Immunomodulatory effects of interferon-beta-1b in vivo: induction of the expression of transforming growth factor-beta1 and its receptor type II.

The mechanisms by which interferon-beta-1b (IFNbeta-1b) acts in the treatment of patients with multiple sclerosis (MS) are not completely known. A total of 10 MS patients were treated with 8 million units of IFNbeta-1b every other day. Compared to baseline and control group the expression of TGFbeta-1-mRNA by PBMC was persistently increased at week 6, month 3 and month 6 (p < or = 0.04), that of the TGFbeta-1 receptor type II from day 5 up to month 6 (p < 0.01). The mRNA and protein expression of tumor necrosis factor-alpha (TNFalpha)-receptor (55 kDa) was only temporarily elevated at the beginning of the therapy. Serum levels of sVCAM were increased during the whole time of treatment (p < 0.01). The CD8CD38 lymphocyte subpopulation was continuously elevated from day 5 up to month 6 (p < 0.01).

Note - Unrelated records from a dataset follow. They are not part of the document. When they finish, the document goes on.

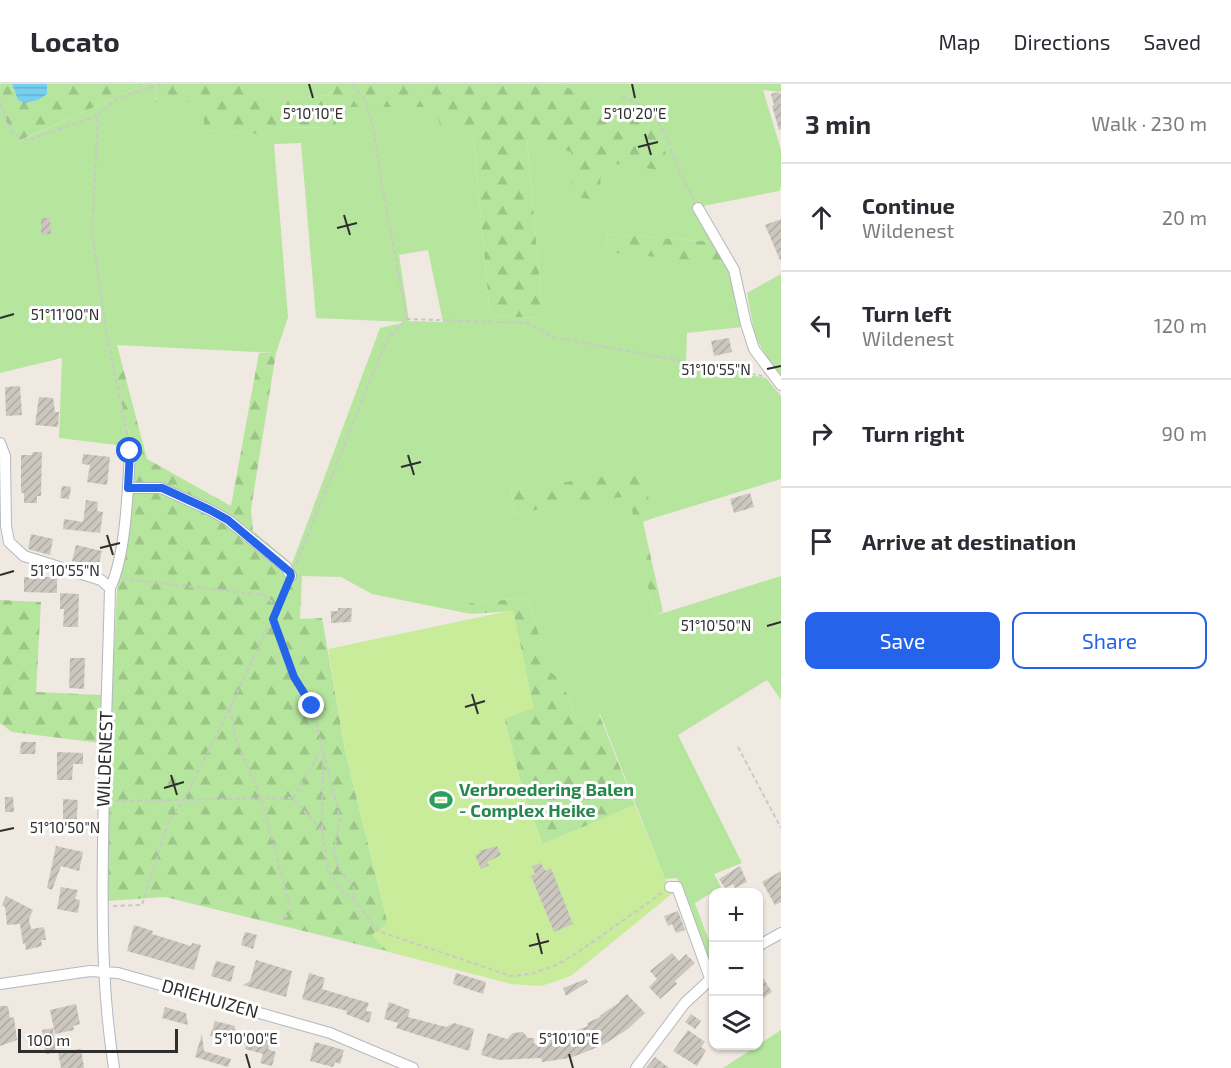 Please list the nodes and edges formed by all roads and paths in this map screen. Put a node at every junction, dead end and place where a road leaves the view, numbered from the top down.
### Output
1 (161, 84) edge
2 (353, 84) edge
3 (622, 97) dead end
4 (0, 102) edge
5 (98, 115) junction
6 (698, 208) joint
7 (407, 319) junction
8 (779, 382) edge
9 (0, 443) edge
10 (130, 451) joint
11 (128, 488) junction
12 (291, 576) junction
13 (112, 583) junction
14 (273, 619) junction
15 (230, 708) junction
16 (738, 747) dead end
17 (322, 748) junction
18 (261, 798) junction
19 (293, 798) junction
20 (184, 800) junction
21 (103, 801) junction
22 (781, 828) edge
23 (322, 831) junction
24 (670, 887) joint
25 (353, 898) junction
26 (102, 906) junction
27 (282, 922) dead end
28 (781, 933) edge
29 (763, 944) edge
30 (709, 970) edge
31 (103, 971) junction
32 (709, 980) edge
33 (0, 984) edge
34 (114, 1068) edge
35 (413, 1068) edge
36 (636, 1068) edge

1 - 5 path
2 - 7 path
3 - 6 path
4 - 5 path
5 - 10 path
6 - 8 street
7 - 8 path
7 - 12 path
9 - 13 street
10 - 11 street, WILDENEST
11 - 12 street
11 - 13 street, WILDENEST
12 - 14 path
13 - 14 path
13 - 21 street, WILDENEST
14 - 15 path
14 - 17 path
15 - 18 path
15 - 20 path
16 - 22 path
17 - 19 path
17 - 23 path
17 - 25 path
18 - 19 path
18 - 20 path
18 - 27 path
19 - 23 path
20 - 21 path
20 - 26 path
21 - 26 street, WILDENEST
23 - 25 path
24 - 25 path
24 - 30 street
26 - 31 street, WILDENEST
28 - 29 street
31 - 33 street, DRIEHUIZEN
31 - 34 street, WILDENEST
31 - 35 street, DRIEHUIZEN
32 - 36 street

No persistently significant changes were demonstrable concerning the percentage of total CD4, CD8, CD19 or in CD4 subpopulations (CD4CD29, CD4CD45RA). The present data suggest that IFNbeta-1b induces the expression of TGFbeta-1- and TGFbeta-R-II-mRNA by PBMC and increases levels of sVCAM-1 and of circulating activated CD8 cells (CD8CD38) in serum. These might be other mechanisms by which IFNbeta-1b mediates its positive effects in the treatment of MS patients.